INFORMATION SUPPLIED Start Marker

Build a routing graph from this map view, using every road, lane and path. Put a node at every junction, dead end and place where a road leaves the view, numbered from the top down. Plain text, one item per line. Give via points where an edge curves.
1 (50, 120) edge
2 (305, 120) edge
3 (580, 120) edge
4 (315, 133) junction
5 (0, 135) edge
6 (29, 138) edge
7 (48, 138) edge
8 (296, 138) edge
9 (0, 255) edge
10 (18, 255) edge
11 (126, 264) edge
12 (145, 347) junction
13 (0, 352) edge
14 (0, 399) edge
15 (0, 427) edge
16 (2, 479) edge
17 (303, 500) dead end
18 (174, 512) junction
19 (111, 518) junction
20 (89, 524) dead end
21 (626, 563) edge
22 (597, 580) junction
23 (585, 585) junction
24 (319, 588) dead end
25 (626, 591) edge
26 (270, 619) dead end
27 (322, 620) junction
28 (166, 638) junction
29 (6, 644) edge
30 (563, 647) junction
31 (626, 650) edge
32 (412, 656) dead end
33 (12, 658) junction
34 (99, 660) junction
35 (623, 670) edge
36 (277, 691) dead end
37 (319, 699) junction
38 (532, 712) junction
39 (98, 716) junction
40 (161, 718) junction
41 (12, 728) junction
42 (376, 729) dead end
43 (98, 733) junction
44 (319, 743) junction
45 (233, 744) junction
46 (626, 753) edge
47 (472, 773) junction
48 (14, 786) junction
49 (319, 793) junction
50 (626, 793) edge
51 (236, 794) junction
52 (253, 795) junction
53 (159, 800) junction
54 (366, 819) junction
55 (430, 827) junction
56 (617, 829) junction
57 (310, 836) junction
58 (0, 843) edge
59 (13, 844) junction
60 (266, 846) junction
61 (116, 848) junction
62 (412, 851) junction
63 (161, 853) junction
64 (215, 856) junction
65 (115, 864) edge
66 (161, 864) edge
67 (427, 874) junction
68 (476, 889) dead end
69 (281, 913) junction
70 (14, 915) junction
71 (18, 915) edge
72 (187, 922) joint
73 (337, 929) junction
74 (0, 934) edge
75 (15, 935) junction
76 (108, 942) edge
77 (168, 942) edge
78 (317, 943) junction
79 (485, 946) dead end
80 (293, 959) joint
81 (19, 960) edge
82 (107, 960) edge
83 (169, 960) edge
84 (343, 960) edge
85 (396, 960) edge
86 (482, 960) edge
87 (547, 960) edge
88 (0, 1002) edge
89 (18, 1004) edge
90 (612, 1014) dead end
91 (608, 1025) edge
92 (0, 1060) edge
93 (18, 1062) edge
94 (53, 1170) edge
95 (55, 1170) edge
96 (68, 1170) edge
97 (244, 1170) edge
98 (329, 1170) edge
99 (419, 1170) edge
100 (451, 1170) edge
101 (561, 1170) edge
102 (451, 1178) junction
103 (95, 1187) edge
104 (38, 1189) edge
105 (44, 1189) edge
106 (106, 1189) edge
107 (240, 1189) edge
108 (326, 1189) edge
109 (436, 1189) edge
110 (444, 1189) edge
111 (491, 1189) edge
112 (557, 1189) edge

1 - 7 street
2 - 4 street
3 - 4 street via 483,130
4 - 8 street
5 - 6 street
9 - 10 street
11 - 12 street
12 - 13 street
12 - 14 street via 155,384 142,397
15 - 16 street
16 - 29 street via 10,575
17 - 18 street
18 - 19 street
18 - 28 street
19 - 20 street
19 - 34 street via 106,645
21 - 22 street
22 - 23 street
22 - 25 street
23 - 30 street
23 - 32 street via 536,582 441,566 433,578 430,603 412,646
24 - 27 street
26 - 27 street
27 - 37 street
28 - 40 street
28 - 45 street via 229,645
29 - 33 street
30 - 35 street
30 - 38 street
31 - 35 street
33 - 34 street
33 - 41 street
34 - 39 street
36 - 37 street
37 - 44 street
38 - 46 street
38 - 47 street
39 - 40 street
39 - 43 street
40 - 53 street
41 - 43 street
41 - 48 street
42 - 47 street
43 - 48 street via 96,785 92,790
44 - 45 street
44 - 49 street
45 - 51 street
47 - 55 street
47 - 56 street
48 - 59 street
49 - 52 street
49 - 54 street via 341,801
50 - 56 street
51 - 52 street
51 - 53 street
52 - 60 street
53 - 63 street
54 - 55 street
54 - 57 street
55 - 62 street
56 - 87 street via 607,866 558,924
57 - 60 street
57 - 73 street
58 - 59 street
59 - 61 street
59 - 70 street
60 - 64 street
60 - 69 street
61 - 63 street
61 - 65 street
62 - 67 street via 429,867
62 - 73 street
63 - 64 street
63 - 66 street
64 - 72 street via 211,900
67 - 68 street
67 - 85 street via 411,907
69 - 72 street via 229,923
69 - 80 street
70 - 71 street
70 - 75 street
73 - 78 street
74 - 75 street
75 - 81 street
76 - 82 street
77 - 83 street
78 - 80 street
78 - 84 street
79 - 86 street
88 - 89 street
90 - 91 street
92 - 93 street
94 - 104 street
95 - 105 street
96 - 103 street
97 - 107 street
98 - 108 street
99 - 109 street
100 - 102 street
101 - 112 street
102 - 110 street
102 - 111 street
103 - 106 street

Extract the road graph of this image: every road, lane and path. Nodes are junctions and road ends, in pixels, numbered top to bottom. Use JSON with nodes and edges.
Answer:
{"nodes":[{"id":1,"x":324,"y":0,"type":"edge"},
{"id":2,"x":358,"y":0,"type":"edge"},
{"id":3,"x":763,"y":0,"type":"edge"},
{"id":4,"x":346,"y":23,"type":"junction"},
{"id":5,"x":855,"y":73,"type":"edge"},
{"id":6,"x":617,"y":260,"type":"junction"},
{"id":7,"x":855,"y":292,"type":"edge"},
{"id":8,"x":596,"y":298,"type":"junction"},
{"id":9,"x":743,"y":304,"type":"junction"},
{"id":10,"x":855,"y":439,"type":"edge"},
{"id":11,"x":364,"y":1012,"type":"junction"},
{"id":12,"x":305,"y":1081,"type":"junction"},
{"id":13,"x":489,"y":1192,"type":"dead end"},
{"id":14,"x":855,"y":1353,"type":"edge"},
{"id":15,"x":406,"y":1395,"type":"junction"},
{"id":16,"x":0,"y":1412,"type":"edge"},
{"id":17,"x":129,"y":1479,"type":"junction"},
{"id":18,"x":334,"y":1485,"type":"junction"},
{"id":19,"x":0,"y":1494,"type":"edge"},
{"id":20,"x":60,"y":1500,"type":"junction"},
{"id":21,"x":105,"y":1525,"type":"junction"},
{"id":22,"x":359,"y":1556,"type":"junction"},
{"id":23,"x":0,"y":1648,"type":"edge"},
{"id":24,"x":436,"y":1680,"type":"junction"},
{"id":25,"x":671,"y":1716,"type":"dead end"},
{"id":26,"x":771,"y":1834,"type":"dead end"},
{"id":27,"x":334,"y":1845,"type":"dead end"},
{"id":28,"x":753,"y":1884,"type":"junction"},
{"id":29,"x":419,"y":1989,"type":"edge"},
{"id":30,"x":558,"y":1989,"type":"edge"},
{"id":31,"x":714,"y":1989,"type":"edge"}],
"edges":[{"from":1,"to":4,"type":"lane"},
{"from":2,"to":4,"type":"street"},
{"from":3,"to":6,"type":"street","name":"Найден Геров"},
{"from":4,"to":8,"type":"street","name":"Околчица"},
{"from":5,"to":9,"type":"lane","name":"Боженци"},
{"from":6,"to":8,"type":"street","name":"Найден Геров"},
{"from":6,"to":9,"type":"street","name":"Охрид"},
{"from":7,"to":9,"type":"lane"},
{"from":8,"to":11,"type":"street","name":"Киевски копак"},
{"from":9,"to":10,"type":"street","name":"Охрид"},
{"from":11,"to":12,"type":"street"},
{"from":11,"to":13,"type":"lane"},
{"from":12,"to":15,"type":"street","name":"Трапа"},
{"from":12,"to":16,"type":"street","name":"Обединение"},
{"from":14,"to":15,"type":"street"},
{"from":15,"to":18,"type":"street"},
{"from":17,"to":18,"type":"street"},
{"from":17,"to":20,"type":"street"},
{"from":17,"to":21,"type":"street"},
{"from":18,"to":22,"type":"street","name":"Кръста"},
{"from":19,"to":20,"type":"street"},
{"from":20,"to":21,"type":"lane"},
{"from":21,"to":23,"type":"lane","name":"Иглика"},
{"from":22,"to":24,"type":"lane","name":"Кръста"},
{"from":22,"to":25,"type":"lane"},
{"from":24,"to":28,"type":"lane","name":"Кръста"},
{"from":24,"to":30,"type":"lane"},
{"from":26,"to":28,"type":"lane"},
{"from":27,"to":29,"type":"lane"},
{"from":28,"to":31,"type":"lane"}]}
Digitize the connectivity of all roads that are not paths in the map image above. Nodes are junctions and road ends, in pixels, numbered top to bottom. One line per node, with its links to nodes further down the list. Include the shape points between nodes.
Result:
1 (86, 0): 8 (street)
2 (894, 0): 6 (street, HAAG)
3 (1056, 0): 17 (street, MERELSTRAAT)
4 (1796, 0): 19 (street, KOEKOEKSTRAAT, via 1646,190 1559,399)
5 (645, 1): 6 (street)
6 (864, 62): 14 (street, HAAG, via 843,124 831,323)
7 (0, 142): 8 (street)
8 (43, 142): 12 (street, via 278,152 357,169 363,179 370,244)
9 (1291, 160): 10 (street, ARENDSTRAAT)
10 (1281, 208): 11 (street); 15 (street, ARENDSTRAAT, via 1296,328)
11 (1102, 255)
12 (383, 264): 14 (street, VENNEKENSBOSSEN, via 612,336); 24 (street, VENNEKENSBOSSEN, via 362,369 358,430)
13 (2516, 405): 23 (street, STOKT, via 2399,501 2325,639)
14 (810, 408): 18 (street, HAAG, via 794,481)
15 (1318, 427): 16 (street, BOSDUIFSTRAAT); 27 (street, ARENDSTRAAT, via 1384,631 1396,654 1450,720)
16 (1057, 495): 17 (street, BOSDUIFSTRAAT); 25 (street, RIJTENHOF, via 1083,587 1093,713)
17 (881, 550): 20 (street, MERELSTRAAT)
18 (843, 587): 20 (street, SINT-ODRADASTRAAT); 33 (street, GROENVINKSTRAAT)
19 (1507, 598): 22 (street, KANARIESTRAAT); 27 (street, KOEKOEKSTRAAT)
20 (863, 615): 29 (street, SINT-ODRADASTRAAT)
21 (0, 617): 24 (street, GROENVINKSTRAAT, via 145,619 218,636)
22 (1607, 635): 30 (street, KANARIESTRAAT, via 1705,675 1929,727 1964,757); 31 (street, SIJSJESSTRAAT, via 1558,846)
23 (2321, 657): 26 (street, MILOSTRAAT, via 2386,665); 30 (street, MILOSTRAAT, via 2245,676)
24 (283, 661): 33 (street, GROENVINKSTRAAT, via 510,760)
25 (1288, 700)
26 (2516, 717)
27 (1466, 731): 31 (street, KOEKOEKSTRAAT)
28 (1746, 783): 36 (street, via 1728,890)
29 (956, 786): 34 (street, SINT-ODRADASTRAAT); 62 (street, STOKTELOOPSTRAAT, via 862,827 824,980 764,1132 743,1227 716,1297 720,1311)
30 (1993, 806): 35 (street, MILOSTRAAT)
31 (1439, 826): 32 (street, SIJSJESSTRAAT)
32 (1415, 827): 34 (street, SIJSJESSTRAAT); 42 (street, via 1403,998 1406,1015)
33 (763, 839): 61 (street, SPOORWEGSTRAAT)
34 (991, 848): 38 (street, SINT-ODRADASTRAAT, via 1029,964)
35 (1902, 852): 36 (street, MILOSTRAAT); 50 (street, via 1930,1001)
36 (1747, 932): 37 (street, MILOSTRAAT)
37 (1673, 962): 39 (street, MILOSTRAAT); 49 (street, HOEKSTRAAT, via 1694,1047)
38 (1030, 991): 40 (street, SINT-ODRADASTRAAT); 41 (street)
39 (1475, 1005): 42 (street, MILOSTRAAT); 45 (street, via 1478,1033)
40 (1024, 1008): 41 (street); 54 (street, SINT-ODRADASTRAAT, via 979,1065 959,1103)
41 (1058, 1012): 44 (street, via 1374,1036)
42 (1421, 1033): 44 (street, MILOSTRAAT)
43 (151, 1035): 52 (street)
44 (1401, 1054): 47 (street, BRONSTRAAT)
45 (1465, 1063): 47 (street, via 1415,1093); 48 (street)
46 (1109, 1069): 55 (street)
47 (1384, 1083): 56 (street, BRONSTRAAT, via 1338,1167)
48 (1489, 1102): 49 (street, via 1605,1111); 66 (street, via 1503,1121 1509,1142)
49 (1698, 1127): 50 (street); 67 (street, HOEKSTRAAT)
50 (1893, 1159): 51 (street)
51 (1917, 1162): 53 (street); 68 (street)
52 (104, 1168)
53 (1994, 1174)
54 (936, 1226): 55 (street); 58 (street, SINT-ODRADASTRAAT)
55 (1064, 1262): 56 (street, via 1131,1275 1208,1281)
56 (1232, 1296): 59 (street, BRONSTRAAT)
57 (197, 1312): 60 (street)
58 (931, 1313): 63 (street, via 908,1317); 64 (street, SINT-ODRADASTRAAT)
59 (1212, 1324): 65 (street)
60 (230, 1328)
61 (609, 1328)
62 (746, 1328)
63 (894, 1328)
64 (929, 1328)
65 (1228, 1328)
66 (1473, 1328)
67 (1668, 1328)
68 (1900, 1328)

INFORMATION SUPPLIED End Marker

**ACTIVITY:** The answer must be every line of the records that contains the word "bottom".

**EXERCISE RESPONSE:**
Extract the road graph of this image: every road, lane and path. Nodes are junctions and road ends, in pixels, numbered top to bottom. Use JSON with nodes and edges.
Digitize the connectivity of all roads that are not paths in the map image above. Nodes are junctions and road ends, in pixels, numbered top to bottom. One line per node, with its links to nodes further down the list. Include the shape points between nodes.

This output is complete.